3. Result and Discussion

3.1. Defective Formation Energy

In order to study the stability of defects TM_Al in the Al matrix, we first calculated the lattice constant a₀ of Al-TM_Al and the defect formation energy E_f of TM_Al. Generally speaking, there are two kinds of defects in the Al matrix that have a great influence on its performance, namely, vacancy and substitutional impurity defects. The calculation formula of defect formation energy is as follows [64,65]:

$$\mathsf{\Delta }{E}_{\mathrm{f}}=E_{\mathrm{d}\mathrm{e}\mathrm{f}}^{\mathrm{t}\mathrm{o}\mathrm{t}\mathrm{a}\mathrm{l}}-E_{\mathrm{p}\mathrm{e}\mathrm{r}}^{\mathrm{t}\mathrm{o}\mathrm{t}\mathrm{a}\mathrm{l}}-{\sum }_{\mathrm{i}}{n}_{\mathrm{i}}{\mu }_{\mathrm{i}}$$

(1)

where $E_{\mathrm{d}\mathrm{e}\mathrm{f}}^{\mathrm{t}\mathrm{o}\mathrm{t}\mathrm{a}\mathrm{l}}$ and $E_{\mathrm{p}\mathrm{e}\mathrm{r}}^{\mathrm{t}\mathrm{o}\mathrm{t}\mathrm{a}\mathrm{l}}$ are the total energies of defective and perfective supercells, respectively; n_i is the coefficient of increase (n_i > 0) or decrease (n_i < 0) in the number of atoms caused by the defect; and µ_i is the chemical potential corresponding to a specific type, which is derived from the energy of a single atom in the most stable system, from the database calculated with the VASP package [54]. ${\sum }_{\mathrm{i}}{n}_{\mathrm{i}}{\mu }_{\mathrm{i}}$ is the total variation chemical energy as a result of the defects.

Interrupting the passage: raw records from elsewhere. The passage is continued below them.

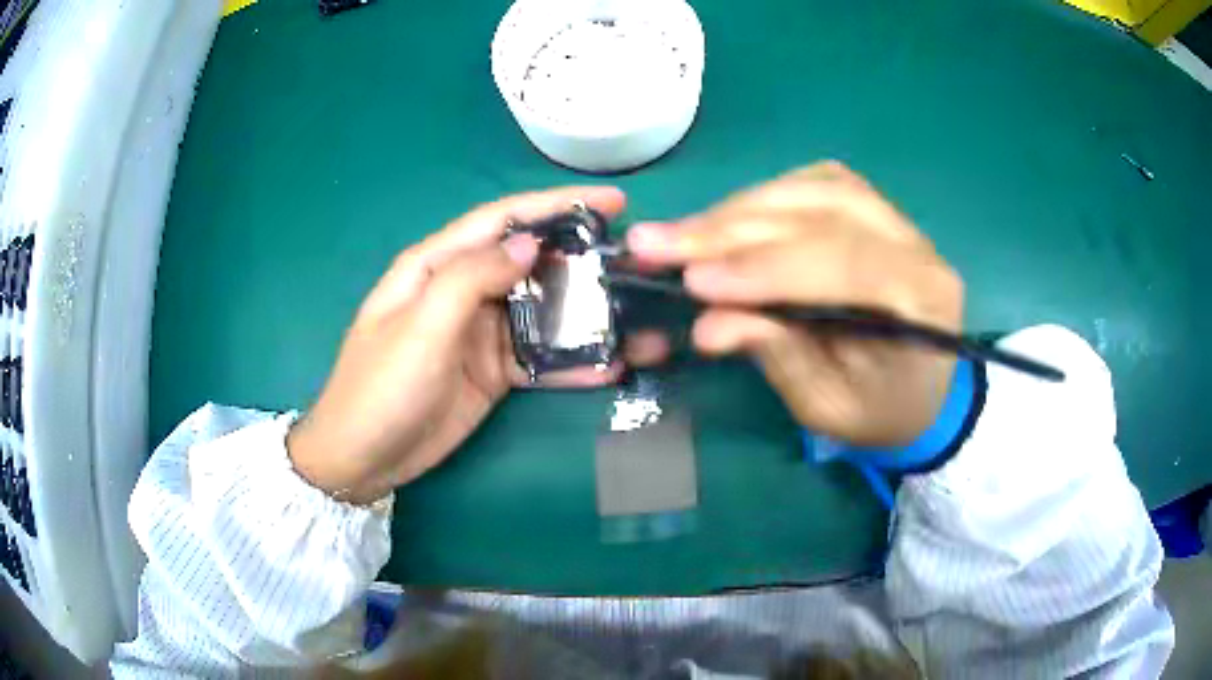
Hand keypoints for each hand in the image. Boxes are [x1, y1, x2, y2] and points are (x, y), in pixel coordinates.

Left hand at [288, 187, 626, 503]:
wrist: (363, 458)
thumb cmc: (382, 386)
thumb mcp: (421, 326)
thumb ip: (473, 278)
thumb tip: (531, 244)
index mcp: (438, 265)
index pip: (503, 220)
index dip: (556, 204)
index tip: (612, 201)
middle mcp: (463, 290)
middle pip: (529, 262)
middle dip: (579, 257)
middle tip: (632, 262)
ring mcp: (480, 333)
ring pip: (540, 310)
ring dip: (582, 312)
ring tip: (634, 313)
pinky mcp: (492, 372)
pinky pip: (539, 358)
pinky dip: (571, 361)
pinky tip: (609, 366)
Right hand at [625, 162, 962, 446]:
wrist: (925, 394)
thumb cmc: (883, 414)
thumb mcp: (830, 408)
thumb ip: (779, 357)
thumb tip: (707, 323)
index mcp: (923, 301)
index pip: (843, 262)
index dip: (765, 267)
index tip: (694, 282)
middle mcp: (916, 246)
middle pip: (822, 212)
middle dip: (732, 228)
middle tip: (657, 244)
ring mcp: (898, 220)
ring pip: (814, 187)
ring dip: (740, 208)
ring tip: (681, 234)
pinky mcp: (875, 211)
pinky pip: (816, 183)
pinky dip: (764, 197)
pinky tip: (726, 219)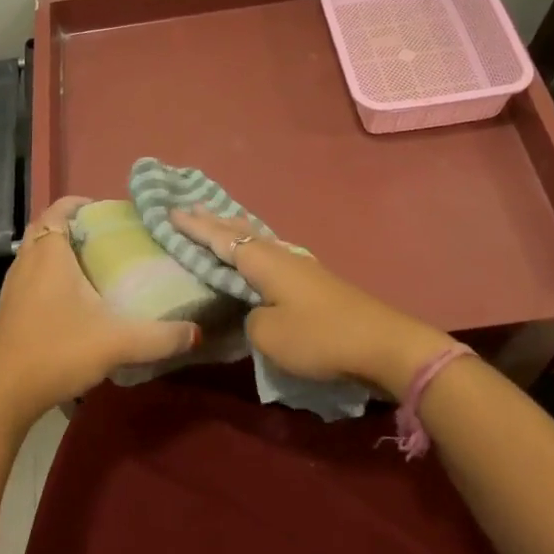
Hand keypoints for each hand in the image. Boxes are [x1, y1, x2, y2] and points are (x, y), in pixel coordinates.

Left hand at [0, 196, 199, 428]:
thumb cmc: (54, 353)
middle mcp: (26, 262)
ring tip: (96, 266)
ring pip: (37, 254)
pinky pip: (31, 277)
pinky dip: (51, 276)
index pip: (59, 208)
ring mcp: (12, 287)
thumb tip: (198, 333)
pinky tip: (74, 303)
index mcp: (49, 254)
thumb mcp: (115, 343)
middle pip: (48, 228)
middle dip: (75, 226)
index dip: (82, 203)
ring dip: (62, 252)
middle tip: (108, 238)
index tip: (111, 213)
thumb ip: (159, 338)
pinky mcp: (7, 311)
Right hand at [170, 207, 458, 399]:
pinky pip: (271, 255)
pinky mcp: (313, 283)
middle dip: (214, 221)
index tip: (171, 211)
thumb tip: (254, 312)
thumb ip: (249, 319)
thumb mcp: (269, 334)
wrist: (382, 344)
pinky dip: (253, 248)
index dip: (195, 228)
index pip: (221, 239)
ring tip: (218, 223)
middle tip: (190, 208)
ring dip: (235, 232)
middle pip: (241, 231)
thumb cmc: (319, 336)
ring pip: (258, 241)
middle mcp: (280, 255)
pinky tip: (256, 253)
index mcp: (264, 262)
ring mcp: (300, 267)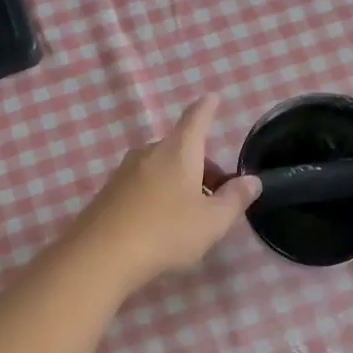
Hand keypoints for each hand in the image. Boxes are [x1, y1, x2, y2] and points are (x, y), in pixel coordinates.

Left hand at [72, 94, 261, 292]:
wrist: (101, 255)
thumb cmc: (166, 232)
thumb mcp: (212, 222)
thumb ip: (235, 200)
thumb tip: (251, 181)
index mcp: (178, 152)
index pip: (196, 119)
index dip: (207, 108)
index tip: (212, 97)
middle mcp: (149, 153)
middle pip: (180, 149)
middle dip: (201, 165)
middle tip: (217, 194)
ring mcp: (124, 172)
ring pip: (161, 168)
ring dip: (179, 182)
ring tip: (191, 214)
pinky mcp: (108, 193)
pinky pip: (142, 185)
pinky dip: (158, 194)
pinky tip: (161, 224)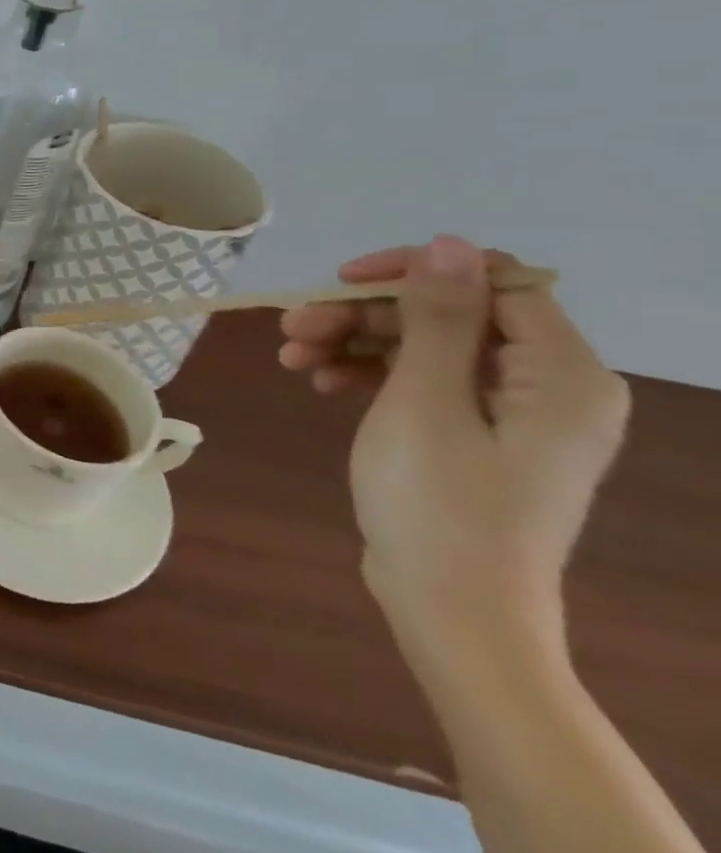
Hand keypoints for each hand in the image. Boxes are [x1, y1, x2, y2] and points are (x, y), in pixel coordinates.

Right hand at [281, 237, 629, 652]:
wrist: (451, 610)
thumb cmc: (439, 503)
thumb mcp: (426, 402)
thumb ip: (438, 318)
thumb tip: (449, 243)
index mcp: (561, 374)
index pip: (490, 282)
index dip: (410, 272)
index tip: (336, 283)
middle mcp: (548, 385)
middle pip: (448, 315)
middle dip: (363, 314)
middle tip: (291, 329)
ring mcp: (512, 414)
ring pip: (426, 346)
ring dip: (354, 342)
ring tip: (292, 358)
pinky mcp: (478, 437)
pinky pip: (424, 382)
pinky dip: (370, 374)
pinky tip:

Following the rule of thermal laws, it should be ensured that the chemical potential µ_i of the solute atom defects TM_Al is less than that of the bulk chemical potential ${\mu }_{\mathrm{b}\mathrm{u}\mathrm{l}\mathrm{k}}$ of pure TM to avoid an accumulation of TM, as follows:

$${\mu }_{\mathrm{i}}-{\mu }_{\mathrm{b}\mathrm{u}\mathrm{l}\mathrm{k}}\le 0$$

(2)

Figure 1a illustrates the computational model of the Al-TM_Al solid solution, in which one TM element is placed in the center of the crystal, corresponding to a concentration of ~1 at.%, and the calculated results of the lattice constant a₀ of the Al-TM_Al supercell and the defect formation energy of TM_Al in Al are shown in

Table 1. The calculated equilibrium lattice constants a₀ (Å) of Al-TM_Al solid solution and defective formation energy ΔE_f (eV) of TM_Al in Al.

Systems	Ef	a0
Al	--	4.039; 4.039 [66]; 3.983 [66]; 4.032 [67]
VAl	0.68; 0.67 [66]; 0.73 [66]; 0.67 [68] 0.54 [69]; 0.70 [69]	4.035
ScAl	−1.16	4.045
TiAl	−1.17	4.038
VAl	−0.67	4.035
CrAl	−0.21	4.032
MnAl	−0.41	4.032
FeAl	−0.41	4.032
CoAl	−0.65	4.031
NiAl	−0.76	4.033
CuAl	−0.10	4.035
ZnAl	0.11	4.038
YAl	−0.62	4.052
ZrAl	−1.25	4.044
NbAl	−1.06	4.039
MoAl	−0.94	4.036
TcAl	−1.26	4.033
RuAl	−1.50	4.032
RhAl	−1.92	4.033
PdAl	−1.51	4.036
AgAl	0.10	4.039
CdAl	0.63	4.045
HfAl	−1.12	4.043
TaAl	−0.75	4.039
WAl	−0.40	4.035
ReAl	−0.85	4.033
OsAl	−1.16	4.032
IrAl	−1.81	4.033
PtAl	−1.87	4.034
AuAl	−0.55	4.039
HgAl	0.74	4.045

. Taking Al-W as an example, the lattice constant and atomic position information of the optimized structure have been placed in Table S6. It can be seen that the equilibrium lattice constant a₀ of the supermonomer Al-TM_Al is in good agreement with the reported theoretical predictions and experimental values, indicating that the calculation method has high accuracy. The equilibrium lattice constant a₀ changes very little, implying that the TM elements can hardly change the volume of Al alloys. The calculated defect formation energy ΔE_f of TM_Al varies with the atomic number. To clearly present the variations feature, we have further plotted the ΔE_f as a function of the atomic number of the TM element in Figure 1b. It is shown that the ΔE_f of TM_Al in the Al matrix shows a similar changing trend for 3d–5d cycles, and they all present a “W” shaped periodic changing feature.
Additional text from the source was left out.